THE PROBLEM: Tally the lines of the data that include the word "QUỐC" and state the total, nothing else.

RECORDS SHOWN:
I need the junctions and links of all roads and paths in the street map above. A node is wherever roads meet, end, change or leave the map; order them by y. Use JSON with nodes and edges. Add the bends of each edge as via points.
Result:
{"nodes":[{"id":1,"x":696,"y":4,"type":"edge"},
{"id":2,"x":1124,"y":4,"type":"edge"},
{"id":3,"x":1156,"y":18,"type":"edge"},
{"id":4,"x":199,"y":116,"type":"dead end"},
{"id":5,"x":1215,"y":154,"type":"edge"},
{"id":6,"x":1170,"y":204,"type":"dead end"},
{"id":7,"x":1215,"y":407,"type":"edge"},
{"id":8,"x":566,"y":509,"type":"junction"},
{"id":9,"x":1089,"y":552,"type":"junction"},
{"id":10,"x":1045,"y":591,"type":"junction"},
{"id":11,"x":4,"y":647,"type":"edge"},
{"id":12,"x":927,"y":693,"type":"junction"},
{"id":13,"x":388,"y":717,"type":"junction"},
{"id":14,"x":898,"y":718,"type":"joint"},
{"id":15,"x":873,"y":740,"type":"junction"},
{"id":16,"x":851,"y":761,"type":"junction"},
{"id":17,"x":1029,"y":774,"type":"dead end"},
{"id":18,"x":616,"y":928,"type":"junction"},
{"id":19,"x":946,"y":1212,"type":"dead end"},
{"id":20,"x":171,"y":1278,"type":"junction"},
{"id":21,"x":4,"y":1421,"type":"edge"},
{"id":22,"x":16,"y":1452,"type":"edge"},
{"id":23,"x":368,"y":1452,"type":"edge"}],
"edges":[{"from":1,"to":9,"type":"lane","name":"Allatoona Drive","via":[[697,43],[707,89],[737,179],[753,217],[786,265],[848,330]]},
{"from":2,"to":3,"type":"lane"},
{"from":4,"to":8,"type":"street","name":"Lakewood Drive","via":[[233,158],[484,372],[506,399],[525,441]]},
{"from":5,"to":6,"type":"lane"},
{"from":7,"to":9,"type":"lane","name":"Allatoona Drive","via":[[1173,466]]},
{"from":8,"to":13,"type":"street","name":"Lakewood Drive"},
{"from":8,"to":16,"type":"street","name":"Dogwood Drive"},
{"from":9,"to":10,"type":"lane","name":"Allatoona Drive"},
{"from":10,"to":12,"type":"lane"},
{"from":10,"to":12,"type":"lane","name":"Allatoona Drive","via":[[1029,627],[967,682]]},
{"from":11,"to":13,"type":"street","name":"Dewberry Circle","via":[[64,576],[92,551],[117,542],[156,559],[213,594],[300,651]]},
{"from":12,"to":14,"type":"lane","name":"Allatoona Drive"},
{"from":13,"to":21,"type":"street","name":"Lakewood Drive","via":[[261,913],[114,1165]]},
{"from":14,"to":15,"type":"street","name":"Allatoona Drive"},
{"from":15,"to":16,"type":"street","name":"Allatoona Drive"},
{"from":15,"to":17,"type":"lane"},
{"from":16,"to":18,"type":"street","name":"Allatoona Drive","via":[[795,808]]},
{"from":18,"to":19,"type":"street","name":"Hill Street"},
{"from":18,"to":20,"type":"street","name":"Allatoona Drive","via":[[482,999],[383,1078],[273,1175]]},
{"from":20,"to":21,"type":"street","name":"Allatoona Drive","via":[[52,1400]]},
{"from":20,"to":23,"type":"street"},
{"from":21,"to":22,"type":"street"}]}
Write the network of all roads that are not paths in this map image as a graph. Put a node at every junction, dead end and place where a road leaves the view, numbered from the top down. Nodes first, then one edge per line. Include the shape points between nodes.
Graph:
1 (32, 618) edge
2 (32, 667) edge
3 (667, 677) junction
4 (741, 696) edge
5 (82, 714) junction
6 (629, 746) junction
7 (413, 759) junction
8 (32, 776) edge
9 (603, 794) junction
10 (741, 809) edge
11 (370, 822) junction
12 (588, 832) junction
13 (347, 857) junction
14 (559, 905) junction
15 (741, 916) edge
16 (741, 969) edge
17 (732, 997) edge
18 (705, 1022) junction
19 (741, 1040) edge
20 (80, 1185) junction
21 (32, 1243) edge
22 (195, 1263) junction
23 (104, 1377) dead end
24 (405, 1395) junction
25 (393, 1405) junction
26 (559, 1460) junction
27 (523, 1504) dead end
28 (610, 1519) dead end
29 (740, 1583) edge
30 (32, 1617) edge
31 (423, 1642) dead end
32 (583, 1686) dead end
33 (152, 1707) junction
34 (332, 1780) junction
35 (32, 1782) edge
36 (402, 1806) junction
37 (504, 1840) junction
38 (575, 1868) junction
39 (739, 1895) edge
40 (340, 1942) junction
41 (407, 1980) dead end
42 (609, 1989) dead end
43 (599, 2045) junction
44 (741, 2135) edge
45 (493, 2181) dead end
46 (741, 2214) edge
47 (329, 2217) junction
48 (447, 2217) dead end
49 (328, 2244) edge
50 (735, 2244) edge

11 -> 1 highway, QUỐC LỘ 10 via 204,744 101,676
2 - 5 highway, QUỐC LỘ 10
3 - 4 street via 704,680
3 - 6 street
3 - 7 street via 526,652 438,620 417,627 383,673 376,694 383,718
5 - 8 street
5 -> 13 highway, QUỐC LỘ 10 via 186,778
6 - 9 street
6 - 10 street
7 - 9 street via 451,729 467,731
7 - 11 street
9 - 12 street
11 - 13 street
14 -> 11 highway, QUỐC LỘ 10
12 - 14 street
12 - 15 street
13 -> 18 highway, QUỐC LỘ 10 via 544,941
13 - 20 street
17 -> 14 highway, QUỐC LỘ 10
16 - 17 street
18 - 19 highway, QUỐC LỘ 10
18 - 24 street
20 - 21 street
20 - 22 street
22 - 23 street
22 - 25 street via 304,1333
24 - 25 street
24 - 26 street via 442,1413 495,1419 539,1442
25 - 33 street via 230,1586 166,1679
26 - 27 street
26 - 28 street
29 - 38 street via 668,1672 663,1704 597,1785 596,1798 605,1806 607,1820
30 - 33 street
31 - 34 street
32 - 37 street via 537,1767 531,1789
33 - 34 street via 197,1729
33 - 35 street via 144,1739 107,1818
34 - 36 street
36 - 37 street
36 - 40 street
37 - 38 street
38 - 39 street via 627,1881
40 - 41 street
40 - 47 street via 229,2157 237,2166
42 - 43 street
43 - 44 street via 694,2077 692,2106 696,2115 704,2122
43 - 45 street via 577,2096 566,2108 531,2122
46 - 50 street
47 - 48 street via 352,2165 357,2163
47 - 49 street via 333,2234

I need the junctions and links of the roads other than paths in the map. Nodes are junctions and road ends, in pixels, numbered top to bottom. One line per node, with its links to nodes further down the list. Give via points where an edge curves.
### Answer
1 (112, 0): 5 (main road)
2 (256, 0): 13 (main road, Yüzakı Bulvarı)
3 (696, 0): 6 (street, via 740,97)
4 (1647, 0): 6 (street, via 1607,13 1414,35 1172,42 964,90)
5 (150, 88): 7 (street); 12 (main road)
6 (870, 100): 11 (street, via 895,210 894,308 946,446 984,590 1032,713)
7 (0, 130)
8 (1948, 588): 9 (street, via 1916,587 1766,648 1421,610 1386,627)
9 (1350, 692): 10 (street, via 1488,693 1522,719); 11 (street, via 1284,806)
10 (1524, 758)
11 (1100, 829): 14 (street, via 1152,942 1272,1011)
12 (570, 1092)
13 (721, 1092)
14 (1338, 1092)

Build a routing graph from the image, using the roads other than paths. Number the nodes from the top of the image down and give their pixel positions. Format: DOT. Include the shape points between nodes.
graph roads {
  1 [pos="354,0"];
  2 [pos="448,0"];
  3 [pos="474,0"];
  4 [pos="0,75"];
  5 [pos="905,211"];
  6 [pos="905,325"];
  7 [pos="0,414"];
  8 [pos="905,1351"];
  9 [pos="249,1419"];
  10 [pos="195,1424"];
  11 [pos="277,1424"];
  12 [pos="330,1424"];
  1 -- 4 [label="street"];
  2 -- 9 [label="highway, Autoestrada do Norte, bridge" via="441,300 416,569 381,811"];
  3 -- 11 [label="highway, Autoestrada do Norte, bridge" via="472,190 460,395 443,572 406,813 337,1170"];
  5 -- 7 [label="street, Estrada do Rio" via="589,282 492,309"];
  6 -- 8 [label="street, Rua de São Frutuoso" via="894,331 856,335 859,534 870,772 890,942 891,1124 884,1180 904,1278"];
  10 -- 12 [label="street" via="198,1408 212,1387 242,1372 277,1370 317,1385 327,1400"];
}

RESULT OF THIS EXERCISE: 7